Menteri Luar Negeri Retno Marsudi (kanan) memberikan keterangan pers di Gedung Kemenlu, Pejambon, Jakarta, Senin (11/7). Menlu mengatakan Pemerintah terus melakukan upaya pembebasan tujuh anak buah kapal (ABK) yang disandera kelompok Abu Sayyaf serta melakukan koordinasi lebih lanjut tentang tiga WNI yang diculik oleh lima anggota kelompok bersenjata di Lahad Datu, Sabah, Malaysia pada Sabtu (9/7) malam. ANTARA FOTO/Widodo S. Jusuf/Spt/16.

Jakarta, Aktual.com – Menteri Luar Negeri Retno Marsudi menegaskan bahwa Indonesia terus memantau kondisi suku Rohingya di Myanmar.

“Yang jelas, bahwa kita memantau dari dekat semua perkembangan yang ada di Rohing State,” kata Retno di Lingkungan Istana Kepresidenan Jakarta, Senin (21/11).

Menlu menegaskan bahwa pihaknya terus memantau informasi dan tugas Kementerian Luar Negeri langsung meminta klarifikasi mengenai kebenaran dari informasi informasi tersebut.

“Pagi ini dirjen Asia Pasifik Afrika melakukan pertemuan dengan duta besar Myanmar yang ada di Jakarta. Sekali lagi kita menyampaikan pentingnya bagi pemerintah Myanmar untuk menyampaikan informasi mengenai situasi yang ada di Rakhine State (myanmar),” ungkapnya.

Retno mengungkapkan perundingan di tataran bilateral, Indonesia bersama dengan pemerintah Myanmar sudah mulai dilakukan sejak sebelum pemerintah yang sekarang.

“Sejak dari dulu kita selalu meng-‘engage’ pemerintah Myanmar memberikan ‘capasity building’, memberikan bantuan teknis untuk isu-isu yang dinilai sangat penting dan besar untuk kebutuhan pemerintah Myanmar untuk meningkatkan situasi keamanan dan kesejahteraan di Rakhine State,” kata Retno.

Menlu mencontohkan pemerintah Indonesia sudah lebih dari 10 kali bekerja dengan pemerintah Myanmar melakukan “capasity building” untuk isu yang terkait dengan “good governence”, demokrasi, HAM, desentralisasi, dan sebaginya.

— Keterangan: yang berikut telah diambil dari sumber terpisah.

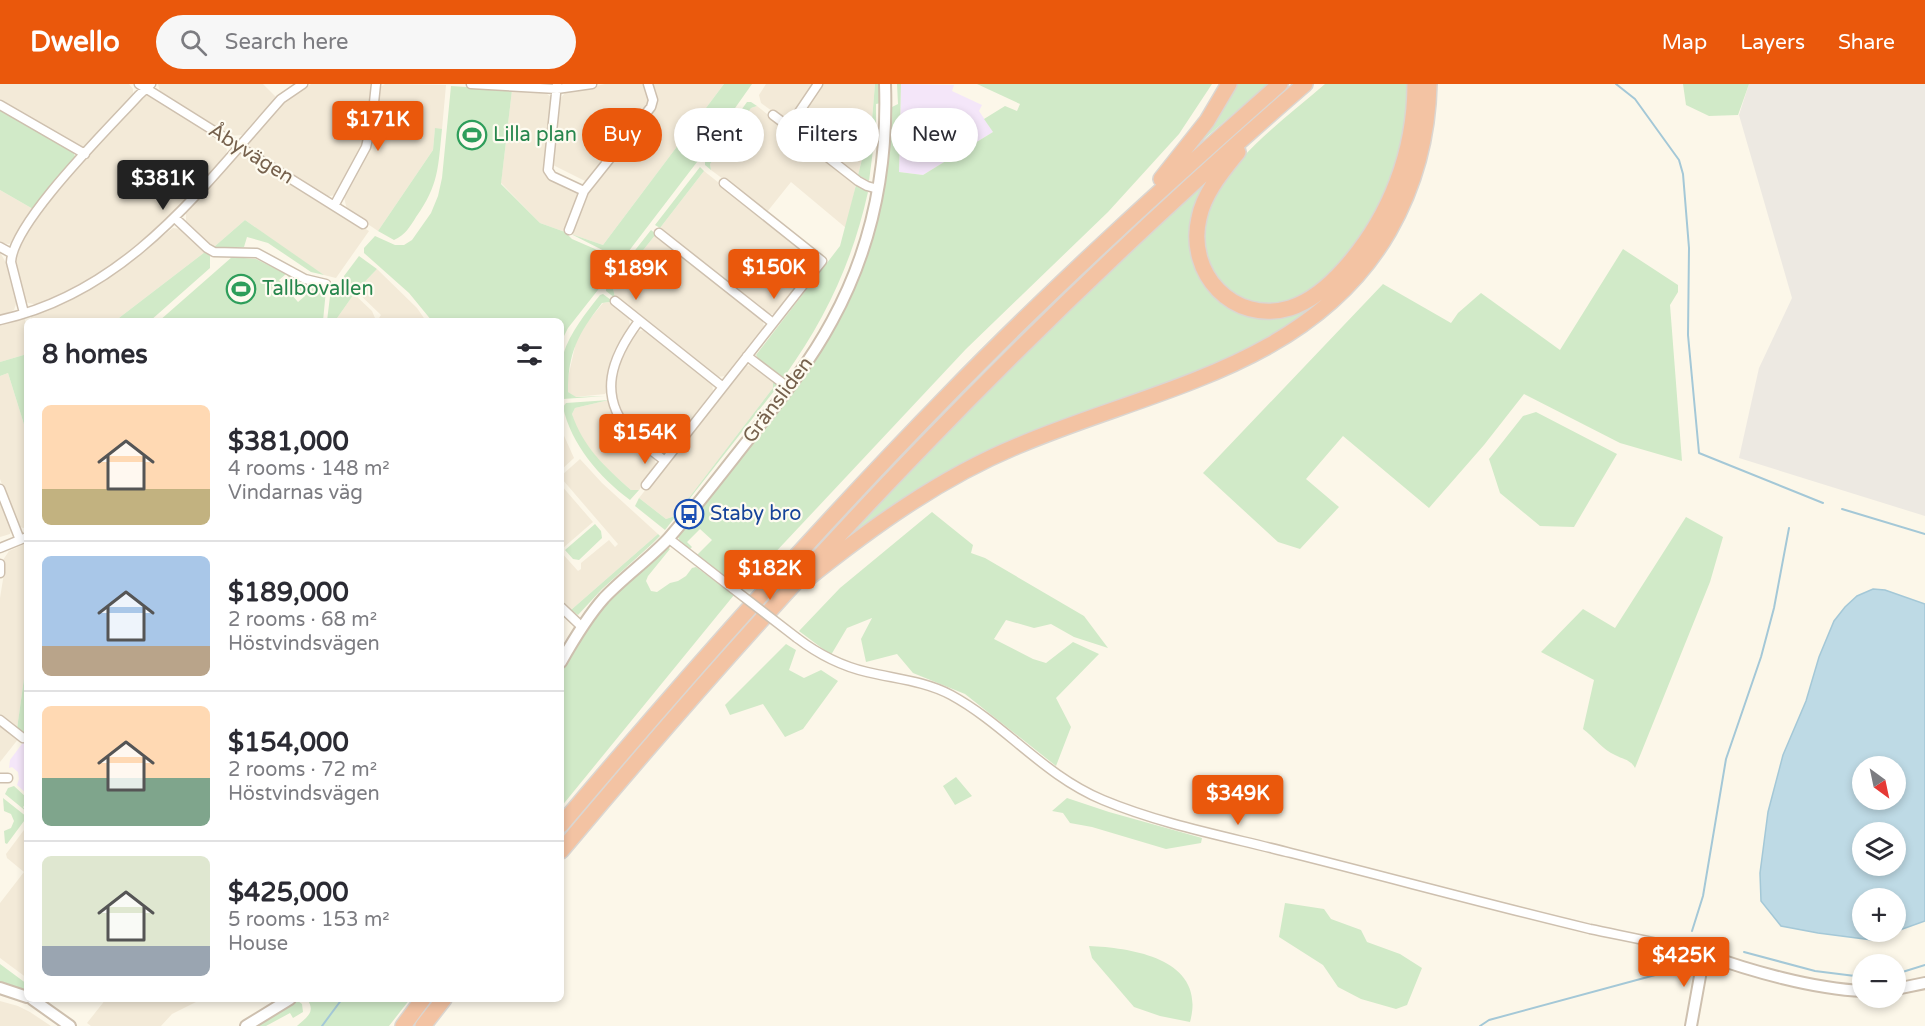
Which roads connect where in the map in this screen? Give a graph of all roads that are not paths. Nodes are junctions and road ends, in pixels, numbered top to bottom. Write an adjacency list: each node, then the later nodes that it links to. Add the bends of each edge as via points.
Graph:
1 (303, 84): 20 (street, via 281,99)
2 (376, 84): 26 (street, via 366,147)
3 (471, 84): 14 (street)
4 (592, 84): 14 (street)
5 (648, 84): 25 (street, via 651,107)
6 (818, 84): 16 (street)
7 (885, 84): 24 (street, Gränsliden, via 885,140)
8 (1230, 84): 31 (highway, via 1186,149)
9 (1280, 84): 31 (highway)
10 (1305, 84): 18 (highway)
11 (1415, 84): 18 (highway, via 1415,107 1405,159 1372,233 1322,290 1305,302 1270,311 1234,303 1218,290 1202,267 1196,241 1200,213 1209,192)
12 (1429, 84): 52 (highway, via 1421,153 1405,201 1373,256 1318,314 1263,350 1212,374 1043,435 955,476 883,521)
13 (145, 86): 20 (street, Åbyvägen); 21 (street)
14 (557, 87): 25 (street, via 548,170 552,176)
15 (0, 105): 21 (street)
16 (802, 108)
17 (773, 115): 19 (street)
18 (1267, 116): 52 (highway, via 1062,305)
19 (776, 117)
20 (239, 147): 26 (street, Åbyvägen); 27 (street)
21 (85, 154): 33 (street, via 35,211)
22 (834, 162): 24 (street, via 858,181)
23 (724, 183): 39 (street, via 822,261)
24 (878, 189): 42 (street, Gränsliden, via 850,284 831,323)
25 (584, 191): 29 (street)
26 (334, 206): 28 (street, Åbyvägen)
27 (175, 218): 34 (street, via 214,252 257,253 305,279); 36 (street, via 110,271 58,300)
28 (363, 224)
29 (569, 230)
30 (659, 233): 39 (street)
31 (1107, 240): 57 (highway, via 840,507)
32 (0, 247): 33 (street)
33 (11, 253): 36 (street)
34 (326, 284)
35 (615, 301): 38 (street)
36 (24, 313): 37 (street)
37 (0, 320)
38 (639, 321): 41 (street); 43 (street, via 614,362 612,397 631,432)
39 (773, 323): 40 (street)
40 (747, 356): 41 (street); 42 (street)
41 (723, 387): 43 (street)
42 (789, 388): 46 (street, Gränsliden)
43 (665, 461): 44 (street)
44 (646, 485)
45 (0, 489): 47 (street)
46 (668, 538): 53 (street, Gränsliden, via 605,598); 59 (street, bridge, via 830,659 949,694 1050,771 1079,789 1122,807 1568,923)
47 (24, 539): 48 (street)
48 (0, 548)
49 (0, 564): 50 (street)
50 (0, 573)
51 (564, 610): 53 (street)
52 (768, 611): 58 (highway)
53 (582, 627): 54 (street, Gränsliden)
54 (564, 657)
55 (0, 720): 56 (street)
56 (22, 738)
57 (564, 822)
58 (564, 847)
59 (1704, 954): 63 (street, via 1731,964); 73 (street)
60 (1925, 982): 61 (street)
61 (1906, 987)
62 (0, 988): 64 (street)
63 (1852, 990)
64 (24, 996)
65 (36, 1002): 69 (street)
66 (285, 1002): 70 (street)
67 (421, 1002): 71 (highway)
68 (442, 1002): 72 (highway)
69 (70, 1026)
70 (246, 1026)
71 (402, 1026)
72 (423, 1026)
73 (1691, 1026)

“Kita hanya ‘share’ (bagi) informasi bahwa kita (Indonesia) pernah menghadapi situasi yang juga moralize sama dengan myanmar. Tapi kita bisa mentransformasikan menjadi sebuah negara yang demokratis,” kata Retno.

Selain itu, kata Retno, Indonesia juga telah membangun empat sekolah di Rahine State guna terlibat dalam pengembangan atau pembangunan fasilitas pendidikan untuk semua.

Retno juga mengungkapkan Indonesia juga melakukan bekerja sama dengan pemerintah Myanmar untuk penyediaan alat alat atau fasilitas kesehatan.

“Bicara kebutuhan dasar sebuah komunitas, maka pendidikan dan kesehatan menjadi salah satu kuncinya dan itu dilakukan oleh Indonesia bersama beberapa LSM membangun Rakhine State yang inklusif. Kunci inklusif ini penting sekali,” kata Retno.